The lines to find are those in the entries that hold the word "paths"; copy every one of them.

- - -

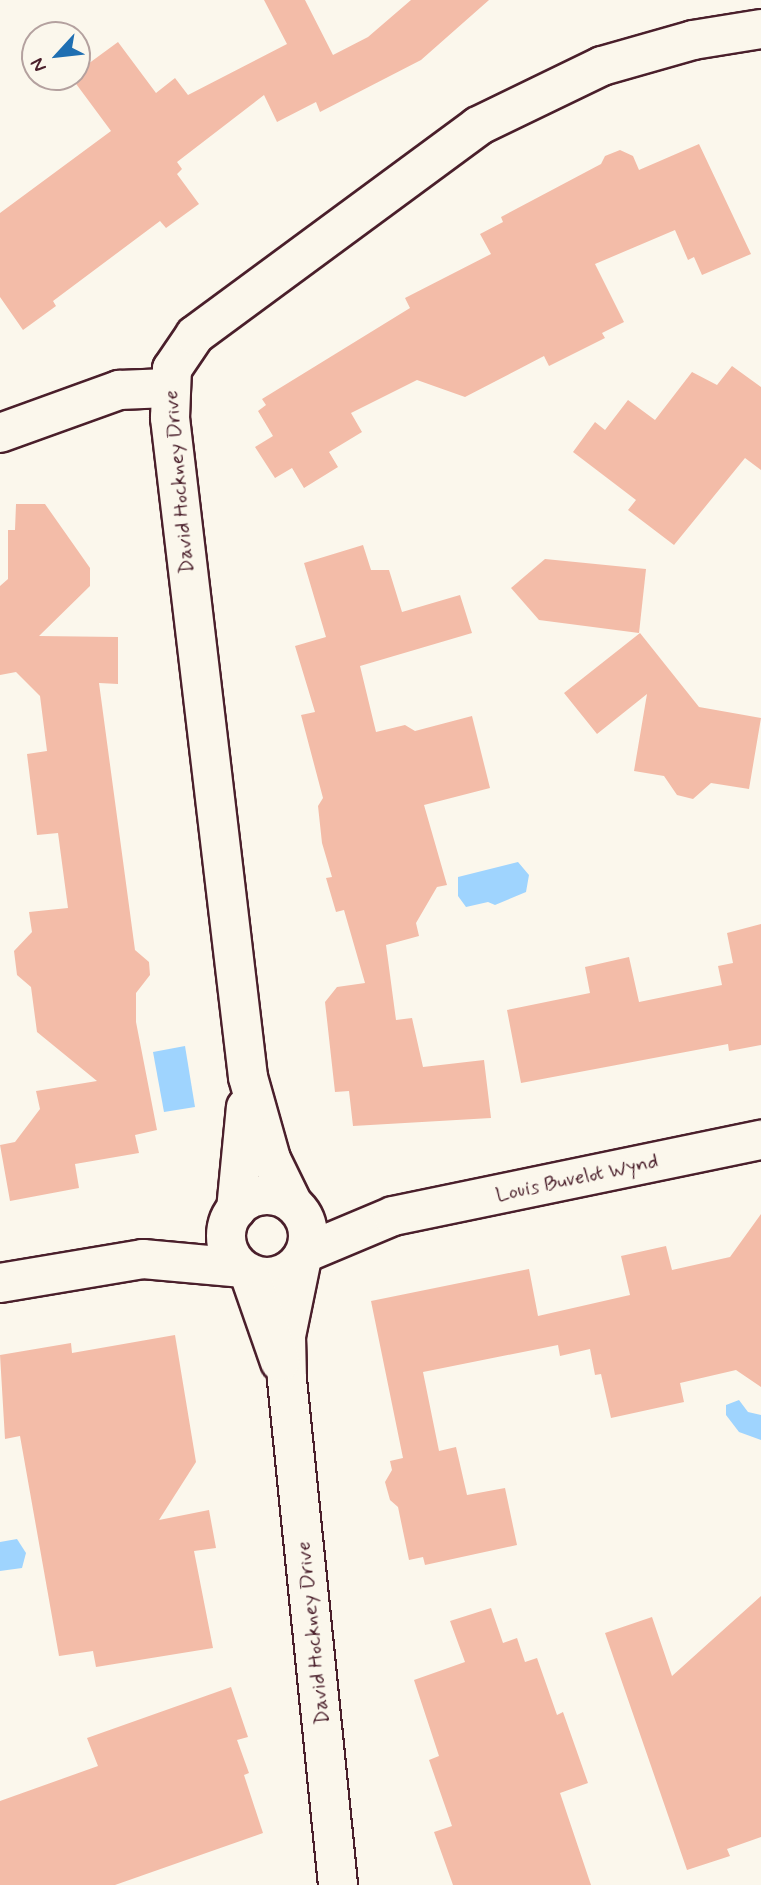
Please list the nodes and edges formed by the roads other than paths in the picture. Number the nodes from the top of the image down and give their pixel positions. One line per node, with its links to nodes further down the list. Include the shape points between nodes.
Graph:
1 (761, 29): 2 (street, David Hockney Drive, via 693,40 602,66 478,126 195,335 181,351)
2 (168, 388): 3 (street, via 119,390); 4 (street, David Hockney Drive)
3 (0, 433)
4 (248, 1077): 6 (street, David Hockney Drive, via 271,1159); 7 (street, David Hockney Drive)
5 (761, 1140): 8 (street, Louis Buvelot Wynd)
6 (296, 1207): 7 (street, via 267,1195 250,1199); 8 (street, Louis Buvelot Wynd); 9 (street, via 307,1227)
7 (234, 1212): 10 (street); 11 (street, via 228,1249)
8 (393, 1216): 9 (street, Louis Buvelot Wynd)
9 (304, 1255): 11 (street, via 295,1267 273,1277); 13 (street, David Hockney Drive, via 286,1336)
10 (143, 1259): 11 (street); 12 (street)
11 (245, 1270): 13 (street, David Hockney Drive)
12 (0, 1283)
13 (286, 1380): 14 (street, David Hockney Drive)
14 (338, 1885)

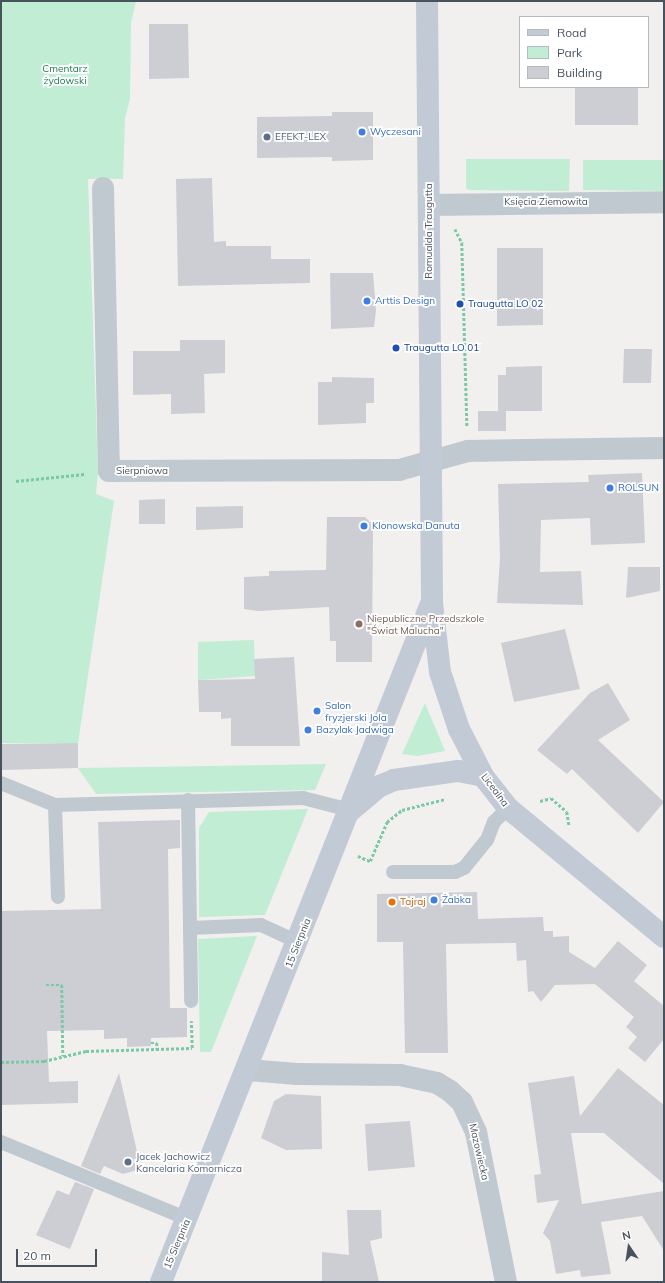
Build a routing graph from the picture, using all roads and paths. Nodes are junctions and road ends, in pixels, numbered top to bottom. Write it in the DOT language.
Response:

- - -

> [Problem solution]:
Please list the nodes and edges formed by the roads other than paths in the picture. Number the nodes from the top of the image down and give their pixel positions. One line per node, with its links to nodes further down the list. Include the shape points between nodes.
Build a routing graph from the picture, using all roads and paths. Nodes are junctions and road ends, in pixels, numbered top to bottom. Write it in the DOT language.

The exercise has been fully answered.